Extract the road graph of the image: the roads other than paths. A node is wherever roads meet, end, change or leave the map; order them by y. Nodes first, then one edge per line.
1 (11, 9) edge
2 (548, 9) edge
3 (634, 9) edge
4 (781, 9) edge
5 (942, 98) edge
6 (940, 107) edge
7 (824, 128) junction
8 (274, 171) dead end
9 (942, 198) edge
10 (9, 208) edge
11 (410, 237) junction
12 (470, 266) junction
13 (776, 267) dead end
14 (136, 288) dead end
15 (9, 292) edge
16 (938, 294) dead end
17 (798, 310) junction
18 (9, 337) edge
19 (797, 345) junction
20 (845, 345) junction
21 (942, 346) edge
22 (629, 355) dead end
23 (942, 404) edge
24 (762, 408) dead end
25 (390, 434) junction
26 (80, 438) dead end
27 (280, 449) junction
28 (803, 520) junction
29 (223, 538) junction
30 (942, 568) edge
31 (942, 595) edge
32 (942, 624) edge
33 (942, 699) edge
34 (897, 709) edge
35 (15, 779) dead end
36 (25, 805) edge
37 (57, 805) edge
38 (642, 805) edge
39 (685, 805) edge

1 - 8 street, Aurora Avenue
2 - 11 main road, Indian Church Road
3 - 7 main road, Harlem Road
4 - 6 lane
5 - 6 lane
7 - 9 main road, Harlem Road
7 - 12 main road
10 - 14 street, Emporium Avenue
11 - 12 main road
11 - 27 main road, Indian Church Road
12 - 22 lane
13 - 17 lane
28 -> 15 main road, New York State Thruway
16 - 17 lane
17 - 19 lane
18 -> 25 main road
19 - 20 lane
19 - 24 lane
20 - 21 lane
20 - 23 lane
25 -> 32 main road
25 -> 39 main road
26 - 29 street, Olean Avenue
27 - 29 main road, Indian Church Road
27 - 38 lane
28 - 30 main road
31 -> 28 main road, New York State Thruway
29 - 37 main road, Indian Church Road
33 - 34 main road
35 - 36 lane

++++

* [WORK REQUIRED] Repeat the entries exactly, all of them.

* [RESULT FOR THIS TASK]
Extract the road graph of the image: the roads other than paths. A node is wherever roads meet, end, change or leave the map; order them by y. Nodes first, then one edge per line.
1 (11, 9) edge
2 (548, 9) edge
3 (634, 9) edge
4 (781, 9) edge
5 (942, 98) edge
6 (940, 107) edge
7 (824, 128) junction
8 (274, 171) dead end
9 (942, 198) edge
10 (9, 208) edge
11 (410, 237) junction
12 (470, 266) junction
13 (776, 267) dead end
14 (136, 288) dead end
15 (9, 292) edge
16 (938, 294) dead end
17 (798, 310) junction
18 (9, 337) edge
19 (797, 345) junction
20 (845, 345) junction
21 (942, 346) edge
22 (629, 355) dead end
23 (942, 404) edge
24 (762, 408) dead end
25 (390, 434) junction
26 (80, 438) dead end
27 (280, 449) junction
28 (803, 520) junction
29 (223, 538) junction
30 (942, 568) edge
31 (942, 595) edge
32 (942, 624) edge
33 (942, 699) edge
34 (897, 709) edge
35 (15, 779) dead end
36 (25, 805) edge
37 (57, 805) edge
38 (642, 805) edge
39 (685, 805) edge

1 - 8 street, Aurora Avenue
2 - 11 main road, Indian Church Road
3 - 7 main road, Harlem Road
4 - 6 lane
5 - 6 lane
7 - 9 main road, Harlem Road
7 - 12 main road
10 - 14 street, Emporium Avenue
11 - 12 main road
11 - 27 main road, Indian Church Road
12 - 22 lane
13 - 17 lane
28 -> 15 main road, New York State Thruway
16 - 17 lane
17 - 19 lane
18 -> 25 main road
19 - 20 lane
19 - 24 lane
20 - 21 lane
20 - 23 lane
25 -> 32 main road
25 -> 39 main road
26 - 29 street, Olean Avenue
27 - 29 main road, Indian Church Road
27 - 38 lane
28 - 30 main road
31 -> 28 main road, New York State Thruway
29 - 37 main road, Indian Church Road
33 - 34 main road
35 - 36 lane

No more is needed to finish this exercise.